* DATA PROVIDED

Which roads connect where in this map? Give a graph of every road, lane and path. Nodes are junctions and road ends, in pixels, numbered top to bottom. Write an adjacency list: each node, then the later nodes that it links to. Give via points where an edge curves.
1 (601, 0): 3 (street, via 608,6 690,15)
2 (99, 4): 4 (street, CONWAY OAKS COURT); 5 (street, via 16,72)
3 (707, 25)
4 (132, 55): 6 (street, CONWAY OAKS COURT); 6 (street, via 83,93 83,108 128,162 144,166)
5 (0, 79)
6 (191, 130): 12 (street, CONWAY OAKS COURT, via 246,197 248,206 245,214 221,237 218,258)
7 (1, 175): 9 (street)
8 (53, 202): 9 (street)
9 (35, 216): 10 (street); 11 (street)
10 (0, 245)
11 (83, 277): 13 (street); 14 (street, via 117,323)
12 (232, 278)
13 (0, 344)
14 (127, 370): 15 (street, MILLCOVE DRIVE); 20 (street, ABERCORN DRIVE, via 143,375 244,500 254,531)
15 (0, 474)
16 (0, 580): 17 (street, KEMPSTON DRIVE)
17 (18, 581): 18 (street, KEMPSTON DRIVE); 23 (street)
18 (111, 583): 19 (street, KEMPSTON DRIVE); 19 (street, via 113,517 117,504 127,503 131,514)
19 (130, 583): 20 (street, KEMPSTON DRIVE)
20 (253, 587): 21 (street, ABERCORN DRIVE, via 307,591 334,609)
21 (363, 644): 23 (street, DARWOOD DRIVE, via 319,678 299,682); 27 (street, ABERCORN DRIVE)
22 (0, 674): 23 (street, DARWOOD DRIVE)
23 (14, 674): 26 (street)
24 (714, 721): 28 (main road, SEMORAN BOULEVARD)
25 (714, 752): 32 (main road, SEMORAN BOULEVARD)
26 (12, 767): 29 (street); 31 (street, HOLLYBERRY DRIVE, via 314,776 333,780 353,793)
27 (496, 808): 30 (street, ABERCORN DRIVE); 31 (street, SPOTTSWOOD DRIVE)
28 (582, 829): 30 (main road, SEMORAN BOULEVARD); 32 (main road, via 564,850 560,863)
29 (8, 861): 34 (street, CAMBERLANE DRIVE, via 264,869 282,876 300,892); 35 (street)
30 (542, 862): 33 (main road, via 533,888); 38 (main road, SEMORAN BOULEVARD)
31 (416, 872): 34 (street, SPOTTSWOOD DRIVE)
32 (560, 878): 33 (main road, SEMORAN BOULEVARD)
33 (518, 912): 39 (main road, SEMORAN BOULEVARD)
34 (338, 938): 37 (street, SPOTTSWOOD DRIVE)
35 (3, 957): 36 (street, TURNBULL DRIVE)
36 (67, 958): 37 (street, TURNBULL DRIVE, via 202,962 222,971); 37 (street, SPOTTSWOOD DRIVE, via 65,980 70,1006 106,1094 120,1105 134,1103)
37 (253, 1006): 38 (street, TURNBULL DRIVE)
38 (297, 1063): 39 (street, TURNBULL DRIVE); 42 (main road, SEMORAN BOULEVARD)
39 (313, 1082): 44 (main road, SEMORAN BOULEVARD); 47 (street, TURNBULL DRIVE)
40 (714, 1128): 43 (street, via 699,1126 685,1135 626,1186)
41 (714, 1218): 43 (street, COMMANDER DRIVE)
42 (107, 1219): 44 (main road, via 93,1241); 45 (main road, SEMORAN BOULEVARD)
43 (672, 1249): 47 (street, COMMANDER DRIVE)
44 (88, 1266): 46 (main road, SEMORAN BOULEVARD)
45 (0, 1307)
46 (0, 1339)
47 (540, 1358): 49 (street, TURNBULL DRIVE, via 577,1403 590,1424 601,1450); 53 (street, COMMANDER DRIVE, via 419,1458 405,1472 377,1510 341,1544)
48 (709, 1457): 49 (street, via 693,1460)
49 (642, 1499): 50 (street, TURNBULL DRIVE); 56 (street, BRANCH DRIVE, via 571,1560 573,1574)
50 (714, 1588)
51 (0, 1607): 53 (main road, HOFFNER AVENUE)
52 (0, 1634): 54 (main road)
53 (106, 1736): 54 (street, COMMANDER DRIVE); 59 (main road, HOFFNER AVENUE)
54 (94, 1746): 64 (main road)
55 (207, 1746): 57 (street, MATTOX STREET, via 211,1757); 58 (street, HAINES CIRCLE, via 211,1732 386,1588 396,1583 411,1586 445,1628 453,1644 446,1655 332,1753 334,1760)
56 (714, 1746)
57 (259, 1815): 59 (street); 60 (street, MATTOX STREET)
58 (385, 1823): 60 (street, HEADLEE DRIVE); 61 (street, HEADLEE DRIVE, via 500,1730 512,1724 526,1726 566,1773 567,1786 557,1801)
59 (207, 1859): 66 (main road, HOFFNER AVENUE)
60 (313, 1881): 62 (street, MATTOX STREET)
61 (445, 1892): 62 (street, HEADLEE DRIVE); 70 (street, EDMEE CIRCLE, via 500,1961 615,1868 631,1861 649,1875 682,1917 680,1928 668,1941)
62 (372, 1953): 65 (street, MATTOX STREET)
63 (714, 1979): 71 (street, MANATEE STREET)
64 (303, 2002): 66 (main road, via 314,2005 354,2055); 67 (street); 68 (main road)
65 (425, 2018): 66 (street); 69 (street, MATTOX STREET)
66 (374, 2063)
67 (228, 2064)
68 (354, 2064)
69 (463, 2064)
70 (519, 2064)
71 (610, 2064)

* WORK ITEM
Line by line, print the records above exactly as they stand.

* YOUR RESPONSE
Which roads connect where in this map? Give a graph of every road, lane and path. Nodes are junctions and road ends, in pixels, numbered top to bottom. Write an adjacency list: each node, then the later nodes that it links to. Give via points where an edge curves.
1 (601, 0): 3 (street, via 608,6 690,15)
2 (99, 4): 4 (street, CONWAY OAKS COURT); 5 (street, via 16,72)
3 (707, 25)
4 (132, 55): 6 (street, CONWAY OAKS COURT); 6 (street, via 83,93 83,108 128,162 144,166)
5 (0, 79)
6 (191, 130): 12 (street, CONWAY OAKS COURT, via 246,197 248,206 245,214 221,237 218,258)
7 (1, 175): 9 (street)
8 (53, 202): 9 (street)
9 (35, 216): 10 (street); 11 (street)
10 (0, 245)
11 (83, 277): 13 (street); 14 (street, via 117,323)
12 (232, 278)
13 (0, 344)
14 (127, 370): 15 (street, MILLCOVE DRIVE); 20 (street, ABERCORN DRIVE, via 143,375 244,500 254,531)
15 (0, 474)
16 (0, 580): 17 (street, KEMPSTON DRIVE)
17 (18, 581): 18 (street, KEMPSTON DRIVE); 23 (street)
18 (111, 583): 19 (street, KEMPSTON DRIVE); 19 (street, via 113,517 117,504 127,503 131,514)
19 (130, 583): 20 (street, KEMPSTON DRIVE)
20 (253, 587): 21 (street, ABERCORN DRIVE, via 307,591 334,609)
21 (363, 644): 23 (street, DARWOOD DRIVE, via 319,678 299,682); 27 (street, ABERCORN DRIVE)
22 (0, 674): 23 (street, DARWOOD DRIVE)
23 (14, 674): 26 (street)
24 (714, 721): 28 (main road, SEMORAN BOULEVARD)
25 (714, 752): 32 (main road, SEMORAN BOULEVARD)
26 (12, 767): 29 (street); 31 (street, HOLLYBERRY DRIVE, via 314,776 333,780 353,793)
27 (496, 808): 30 (street, ABERCORN DRIVE); 31 (street, SPOTTSWOOD DRIVE)
28 (582, 829): 30 (main road, SEMORAN BOULEVARD); 32 (main road, via 564,850 560,863)
29 (8, 861): 34 (street, CAMBERLANE DRIVE, via 264,869 282,876 300,892); 35 (street)
30 (542, 862): 33 (main road, via 533,888); 38 (main road, SEMORAN BOULEVARD)
31 (416, 872): 34 (street, SPOTTSWOOD DRIVE)
32 (560, 878): 33 (main road, SEMORAN BOULEVARD)
33 (518, 912): 39 (main road, SEMORAN BOULEVARD)
34 (338, 938): 37 (street, SPOTTSWOOD DRIVE)
35 (3, 957): 36 (street, TURNBULL DRIVE)
36 (67, 958): 37 (street, TURNBULL DRIVE, via 202,962 222,971); 37 (street, SPOTTSWOOD DRIVE, via 65,980 70,1006 106,1094 120,1105 134,1103)
37 (253, 1006): 38 (street, TURNBULL DRIVE)
38 (297, 1063): 39 (street, TURNBULL DRIVE); 42 (main road, SEMORAN BOULEVARD)
39 (313, 1082): 44 (main road, SEMORAN BOULEVARD); 47 (street, TURNBULL DRIVE)
40 (714, 1128): 43 (street, via 699,1126 685,1135 626,1186)
41 (714, 1218): 43 (street, COMMANDER DRIVE)
42 (107, 1219): 44 (main road, via 93,1241); 45 (main road, SEMORAN BOULEVARD)
43 (672, 1249): 47 (street, COMMANDER DRIVE)
44 (88, 1266): 46 (main road, SEMORAN BOULEVARD)
45 (0, 1307)
46 (0, 1339)
47 (540, 1358): 49 (street, TURNBULL DRIVE, via 577,1403 590,1424 601,1450); 53 (street, COMMANDER DRIVE, via 419,1458 405,1472 377,1510 341,1544)
48 (709, 1457): 49 (street, via 693,1460)
49 (642, 1499): 50 (street, TURNBULL DRIVE); 56 (street, BRANCH DRIVE, via 571,1560 573,1574)
50 (714, 1588)
51 (0, 1607): 53 (main road, HOFFNER AVENUE)
52 (0, 1634): 54 (main road)
53 (106, 1736): 54 (street, COMMANDER DRIVE); 59 (main road, HOFFNER AVENUE)
54 (94, 1746): 64 (main road)
55 (207, 1746): 57 (street, MATTOX STREET, via 211,1757); 58 (street, HAINES CIRCLE, via 211,1732 386,1588 396,1583 411,1586 445,1628 453,1644 446,1655 332,1753 334,1760)
56 (714, 1746)
57 (259, 1815): 59 (street); 60 (street, MATTOX STREET)
58 (385, 1823): 60 (street, HEADLEE DRIVE); 61 (street, HEADLEE DRIVE, via 500,1730 512,1724 526,1726 566,1773 567,1786 557,1801)
59 (207, 1859): 66 (main road, HOFFNER AVENUE)
60 (313, 1881): 62 (street, MATTOX STREET)
61 (445, 1892): 62 (street, HEADLEE DRIVE); 70 (street, EDMEE CIRCLE, via 500,1961 615,1868 631,1861 649,1875 682,1917 680,1928 668,1941)
62 (372, 1953): 65 (street, MATTOX STREET)
63 (714, 1979): 71 (street, MANATEE STREET)
64 (303, 2002): 66 (main road, via 314,2005 354,2055); 67 (street); 68 (main road)
65 (425, 2018): 66 (street); 69 (street, MATTOX STREET)
66 (374, 2063)
67 (228, 2064)
68 (354, 2064)
69 (463, 2064)
70 (519, 2064)
71 (610, 2064)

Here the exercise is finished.